== Segment start ==

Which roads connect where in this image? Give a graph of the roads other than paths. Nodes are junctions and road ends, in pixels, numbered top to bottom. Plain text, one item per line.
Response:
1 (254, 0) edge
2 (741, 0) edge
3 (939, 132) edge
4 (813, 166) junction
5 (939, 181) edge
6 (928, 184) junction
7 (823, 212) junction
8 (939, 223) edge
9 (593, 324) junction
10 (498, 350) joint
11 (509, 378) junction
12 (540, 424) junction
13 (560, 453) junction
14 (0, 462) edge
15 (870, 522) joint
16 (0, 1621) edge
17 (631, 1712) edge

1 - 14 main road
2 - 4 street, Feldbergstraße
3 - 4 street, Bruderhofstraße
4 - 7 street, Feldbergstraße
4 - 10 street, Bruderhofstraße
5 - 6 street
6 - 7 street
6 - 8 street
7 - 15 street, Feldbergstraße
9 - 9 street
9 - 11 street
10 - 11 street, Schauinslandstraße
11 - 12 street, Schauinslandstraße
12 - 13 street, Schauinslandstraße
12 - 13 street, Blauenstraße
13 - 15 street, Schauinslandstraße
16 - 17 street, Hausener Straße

== Segment end ==

§ **ABOUT THIS EXERCISE**
To complete the exercise, print all of the entries exactly.

§ **RESULT OF THIS TASK**
Which roads connect where in this image? Give a graph of the roads other than paths. Nodes are junctions and road ends, in pixels, numbered top to bottom. Plain text, one item per line.
Response:
1 (254, 0) edge
2 (741, 0) edge
3 (939, 132) edge
4 (813, 166) junction
5 (939, 181) edge
6 (928, 184) junction
7 (823, 212) junction
8 (939, 223) edge
9 (593, 324) junction
10 (498, 350) joint
11 (509, 378) junction
12 (540, 424) junction
13 (560, 453) junction
14 (0, 462) edge
15 (870, 522) joint
16 (0, 1621) edge
17 (631, 1712) edge

1 - 14 main road
2 - 4 street, Feldbergstraße
3 - 4 street, Bruderhofstraße
4 - 7 street, Feldbergstraße
4 - 10 street, Bruderhofstraße
5 - 6 street
6 - 7 street
6 - 8 street
7 - 15 street, Feldbergstraße
9 - 9 street
9 - 11 street
10 - 11 street, Schauinslandstraße
11 - 12 street, Schauinslandstraße
12 - 13 street, Schauinslandstraße
12 - 13 street, Blauenstraße
13 - 15 street, Schauinslandstraße
16 - 17 street, Hausener Straße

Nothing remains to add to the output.